Но не только моя небольшая повесть удерживала меня в Вентспилсе. И не только история полка, которую куда удобнее было бы писать в Ленинграде. Еще удерживала меня здесь какая-то неосознанная боязнь вернуться домой…
А ведь я был много счастливее других. У меня был дом, мама приехала из своей Усть-Тальменки еще в сорок четвертом году и ждала меня. Мы еще почти ни о чем и поговорить не успели, уж очень быстро катились последние полгода. И боясь своего возвращения, я вместе с тем скучал и по Ленинграду, и по дому, и по своему письменному столу, да и с друзьями пришла пора повидаться, да и от Лены давным-давно не было писем, почему не отвечает, что там с ней и с маленьким Виктором, пареньку уже пошел второй год…
Медленно я расставался с Вентспилсом, еще день — Рига, еще один — Псков. Снова был июнь, снова цвела сирень, в Риге ее необычайно заботливо выращивали, такой пышной сирени я вообще нигде не видел, а в Пскове сирень совершенно одичала, среди развалин домов то тут, то там росли какие-то странные кусты, почти без цветов.

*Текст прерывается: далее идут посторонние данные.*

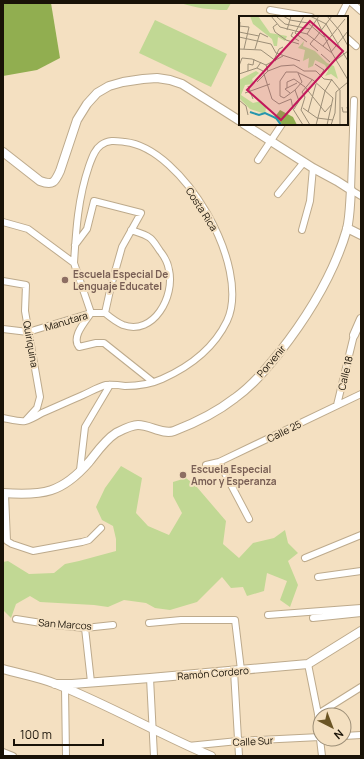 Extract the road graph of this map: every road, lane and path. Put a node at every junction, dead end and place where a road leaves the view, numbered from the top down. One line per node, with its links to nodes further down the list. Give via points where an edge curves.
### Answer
1 (347, 3): 6 (street)
2 (352, 3): 4 (street)
3 (270, 10): 5 (street)
4 (361, 11)
5 (305, 16)
6 (340, 16)
7 (348, 39): 8 (street)
8 (356, 46)
9 (354, 100): 18 (street)
10 (239, 120): 14 (street, via 182,84 157,78 143,79 109,86 97,93 87,104 77,120 54,182 40,181)
11 (246, 125): 13 (street)
12 (281, 125): 13 (street)
13 (270, 140): 15 (street); 16 (street)
14 (3, 152)
15 (258, 160)
16 (304, 162): 17 (street); 19 (street)
17 (313, 168): 18 (street); 24 (street, via 310,201)
18 (350, 190): 20 (street); 22 (street, Porvenir)
19 (278, 194)
20 (361, 196)
21 (3, 222): 27 (street, via 28,229)
22 (347, 228): 25 (street); 43 (street, Porvenir, via 330,272 314,303 295,332 254,382 217,410 172,432 139,425 125,428 114,434)
23 (131, 230): 26 (street, via 141,213 94,201 87,229); 30 (street, via 122,247); 30 (street, via 150,238 165,258 171,281 166,302 152,320 138,326 124,325)
24 (302, 230)
25 (361, 235)
26 (75, 245): 27 (street, Costa Rica); 35 (street, Costa Rica, via 77,215 86,177 94,152 108,140 135,143 150,150 179,174 211,220 220,236 228,265 232,297 227,320 207,349 191,363)
27 (74, 263): 29 (street)
28 (3, 281): 33 (street, Quiriquina, via 26,285)
29 (91, 313): 30 (street, Manutara); 33 (street, Manutara); 35 (street, via 76,337 79,347 104,343)
30 (105, 313)
31 (361, 319): 34 (street, Calle 18)
32 (3, 328): 33 (street, Manutara)
33 (28, 332): 40 (street, Quiriquina, via 40,397 36,408)
34 (357, 334): 38 (street, Calle 18)
35 (153, 382): 36 (street, Costa Rica, via 139,386)
36 (110, 385): 40 (street, Costa Rica); 43 (street, via 85,427)
37 (361, 394): 38 (street, Calle 25)
38 (337, 406): 41 (street, Calle 25)
39 (3, 418): 40 (street)
40 (25, 421)
41 (219, 462): 42 (street, Calle 25); 45 (street)
42 (206, 465)
43 (80, 470): 44 (street, Porvenir, via 68,482 49,492)
44 (4, 494): 46 (street, via 7,541 12,544 33,551 61,546 88,540)
45 (249, 519)
46 (101, 528)
47 (361, 535): 48 (street)
48 (305, 558)
49 (361, 571): 50 (street)
50 (318, 577)
51 (361, 608): 53 (street)
52 (361, 613): 54 (street)
53 (268, 616)
54 (313, 618)
55 (16, 619): 58 (street, San Marcos)
56 (149, 623): 62 (street, via 235,620)
57 (113, 625): 58 (street, San Marcos)
58 (85, 628): 64 (street)
59 (361, 631): 60 (street, Ramón Cordero)
60 (308, 664): 62 (street, Ramón Cordero); 68 (street)
61 (3, 669): 65 (street)
62 (237, 670): 63 (street, Ramón Cordero); 72 (street)
63 (150, 678): 64 (street, Ramón Cordero); 70 (street)
64 (91, 682): 65 (street, Ramón Cordero)
65 (55, 684): 67 (street)
66 (361, 687): 69 (street)
67 (65, 688): 70 (street); 76 (street)
68 (317, 707)
69 (329, 707)
70 (152, 729): 73 (street); 77 (street)
71 (312, 738): 72 (street, Calle Sur)
72 (238, 741): 73 (street, Calle Sur); 79 (street)
73 (187, 746): 78 (street)
74 (3, 752): 75 (street)
75 (14, 756)
76 (66, 756)
77 (154, 756)
78 (211, 756)
79 (240, 756) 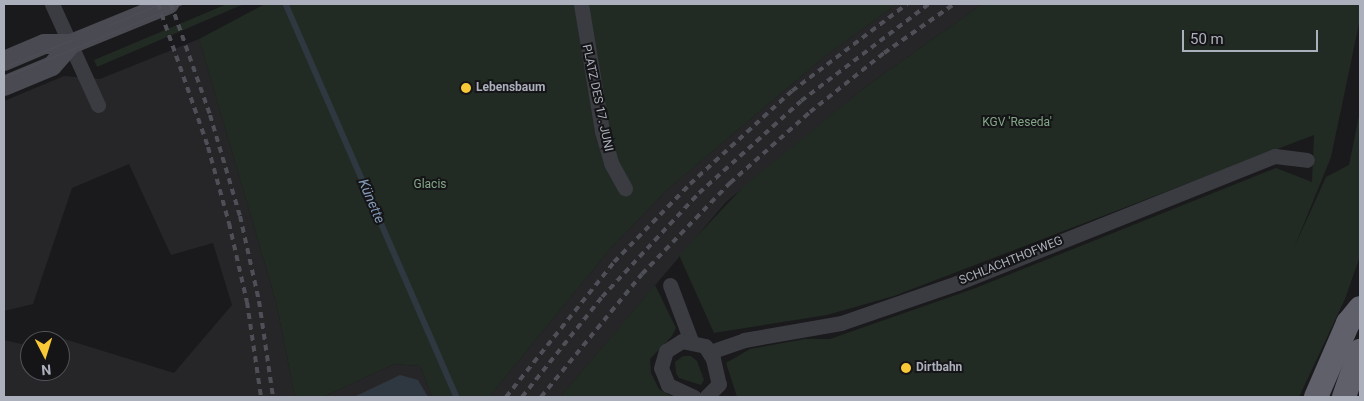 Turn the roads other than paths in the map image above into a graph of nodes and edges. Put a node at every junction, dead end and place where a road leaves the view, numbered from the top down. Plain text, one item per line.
1 (52, 4) edge
2 (170, 4) edge
3 (581, 4) edge
4 (74, 50) junction
5 (4, 61) edge
6 (4, 86) edge
7 (98, 105) dead end
8 (1307, 160) dead end
9 (625, 188) dead end
10 (670, 285) dead end
11 (1360, 308) edge
12 (691, 341) junction
13 (1360, 351) edge
14 (710, 352) junction
15 (712, 396) edge
16 (694, 397) edge
17 (1316, 397) edge
18 (1344, 397) edge

1 - 4 street
2 - 4 main road
3 - 9 street, PLATZ DES 17. JUNI
4 - 5 main road
4 - 6 main road
4 - 7 street
8 - 14 street, SCHLACHTHOFWEG
10 - 12 street
11 - 17 highway
12 - 14 street
12 - 16 street
13 - 18 highway
14 - 15 street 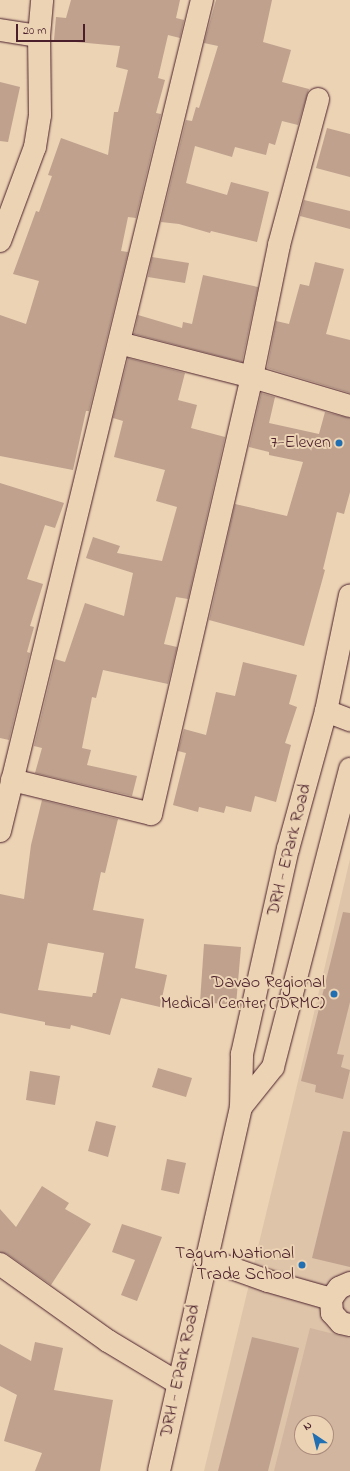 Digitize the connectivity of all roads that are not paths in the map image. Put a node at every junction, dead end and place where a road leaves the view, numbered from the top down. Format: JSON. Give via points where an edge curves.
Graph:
{"nodes":[{"id":1,"x":42,"y":0,"type":"edge"},
{"id":2,"x":202,"y":0,"type":"edge"},
{"id":3,"x":0,"y":30,"type":"edge"},
{"id":4,"x":39,"y":36,"type":"junction"},
{"id":5,"x":318,"y":99,"type":"dead end"},
{"id":6,"x":7,"y":205,"type":"edge"},
{"id":7,"x":0,"y":241,"type":"edge"},
{"id":8,"x":119,"y":343,"type":"junction"},
{"id":9,"x":252,"y":377,"type":"junction"},
{"id":10,"x":350,"y":406,"type":"edge"},
{"id":11,"x":350,"y":595,"type":"edge"},
{"id":12,"x":326,"y":711,"type":"junction"},
{"id":13,"x":350,"y":720,"type":"edge"},
{"id":14,"x":350,"y":768,"type":"edge"},
{"id":15,"x":12,"y":780,"type":"junction"},
{"id":16,"x":0,"y":831,"type":"edge"},
{"id":17,"x":241,"y":1107,"type":"junction"},
{"id":18,"x":206,"y":1260,"type":"junction"},
{"id":19,"x":0,"y":1264,"type":"edge"},
{"id":20,"x":350,"y":1283,"type":"edge"},
{"id":21,"x":331,"y":1299,"type":"junction"},
{"id":22,"x":350,"y":1325,"type":"edge"},
{"id":23,"x":178,"y":1383,"type":"junction"},
{"id":24,"x":159,"y":1471,"type":"edge"}],
"edges":[{"from":1,"to":4,"type":"street"},
{"from":2,"to":8,"type":"street"},
{"from":3,"to":4,"type":"street"},
{"from":4,"to":6,"type":"street","via":[[40,115],[34,147]]},
{"from":5,"to":9,"type":"street","via":[[279,244]]},
{"from":6,"to":7,"type":"street"},
{"from":8,"to":9,"type":"street"},
{"from":8,"to":15,"type":"street"},
{"from":9,"to":10,"type":"street"},
{"from":9,"to":15,"type":"street","via":[[151,814]]},
{"from":11,"to":12,"type":"street","name":"DRH - EPark Road"},
{"from":12,"to":13,"type":"street"},
{"from":12,"to":17,"type":"street","name":"DRH - EPark Road","via":[[288,849],[242,1054]]},
{"from":14,"to":17,"type":"street","name":"DRH - EPark Road","via":[[273,1067]]},
{"from":15,"to":16,"type":"street"},
{"from":17,"to":18,"type":"street","name":"DRH - EPark Road"},
{"from":18,"to":21,"type":"street"},
{"from":18,"to":23,"type":"street","name":"DRH - EPark Road"},
{"from":19,"to":23,"type":"street","via":[[108,1341]]},
{"from":20,"to":21,"type":"street","via":[[339,1288]]},
{"from":21,"to":22,"type":"street","via":[[332,1313],[340,1323]]},
{"from":23,"to":24,"type":"street","name":"DRH - EPark Road"}]} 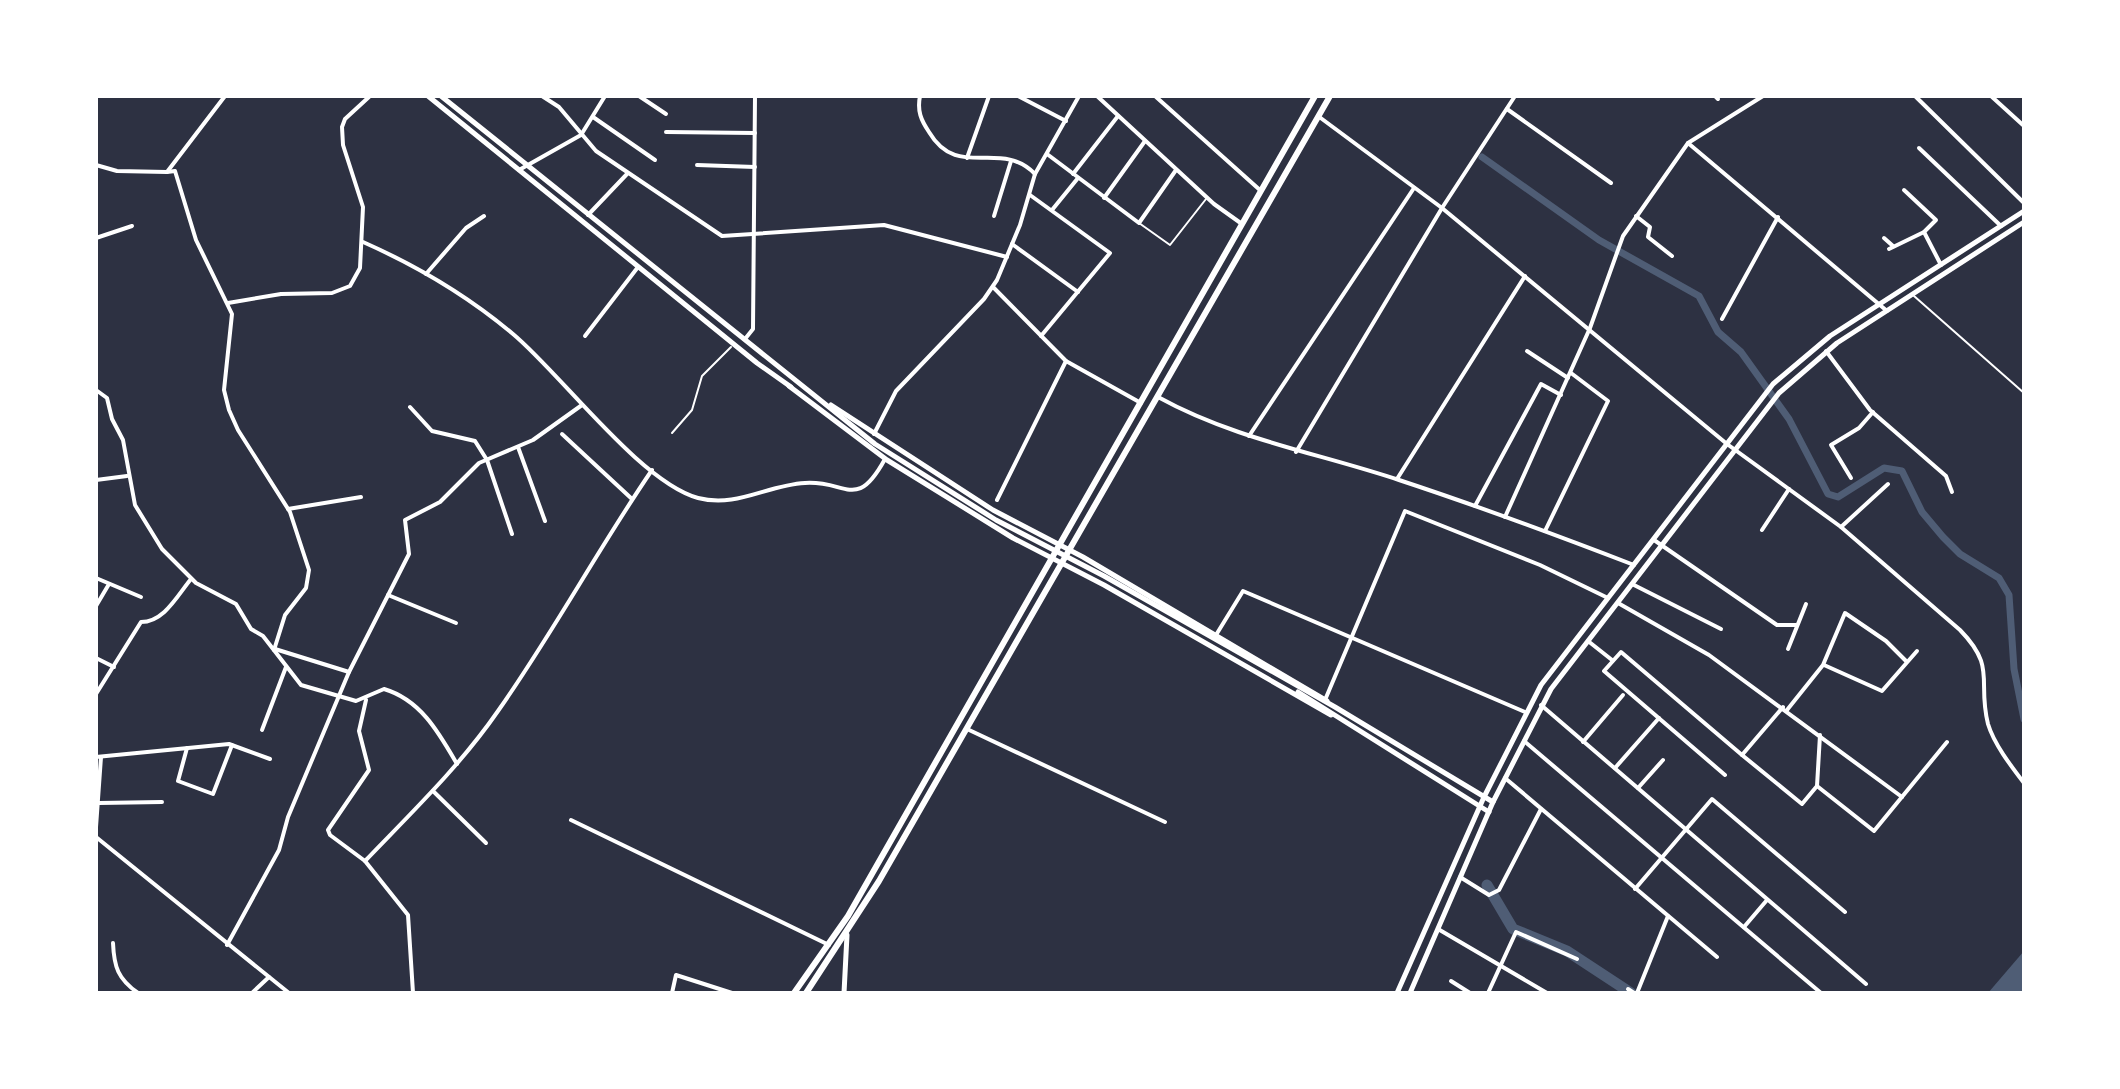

Под самым Ленинградом я выменял «Беломор» на две веточки сирени — одну для мамы, другую для Лены — и явился с ними домой. Кроме этих веточек, я привез две большие ярко-красные головки сыра и две длинные палочки салями, перевязанные ленточками с надписью «Гот мит унс».
Приходить в гости с подарками, да еще с такими мощными — большое удовольствие, мама просила передать Лене «от себя» шесть небольших салфеточек, она хорошо помнила Лениного брата, с которым мы вместе учились в школе.
Я так часто думал о своем возвращении в Ленинград, что теперь жил, как по заранее написанному сценарию. На перегоне Луга — Ленинград, удерживая себя от желания взглянуть на бывшие наши дачные места, я сыграл несколько партий в «козла» со своими соседями, а в наш двор на улице Якубовича вошел, насвистывая какую-то мажорную песенку, вошел, и еще со двора увидел конопатый «Беккер» на месте проданного инструмента.
— Прокатный? Ну вот и хорошо!
И с мамой я говорил о чем угодно, но не трогал пережитого. И к Лене я шел, как на именины; подарки, правда, несколько экзотические, но тут уже ничего не попишешь.
Приятная неожиданность: работает электрический звонок. Полгода назад в эту дверь надо было стучать. Я позвонил, звонок был голосистый, я с лестницы слышал, как он звонит. Да и лестницу немного привели в порядок, дыру от снаряда заделали, похоже, что будут красить.
Так я раздумывал, ожидая, пока Лена откроет дверь, но дверь не открывали, я позвонил второй раз, третий — наверное, гуляет с младенцем — и вышел на канал.
Я ходил по набережной, бросаясь навстречу детским колясочкам: не так-то их в то время было много. Но все зря… Уже десятый час вечера, десять часов, прохожих все меньше и меньше. Может быть, я недостаточно настойчиво звонил?
Я снова пошел к Лене, нажал белую пуговку и звонил не отпуская. Звонок звонил в полный голос — никто не открывал. Я снова пошел на улицу и через час — снова наверх.
В двенадцатом часу я решился на крайнюю меру и позвонил в соседнюю квартиру. Мне долго не открывали, я вел переговоры через цепочку, наконец моя сирень сделала свое дело: человек с такой веточкой не кажется опасным, даже в двенадцатом часу ночи.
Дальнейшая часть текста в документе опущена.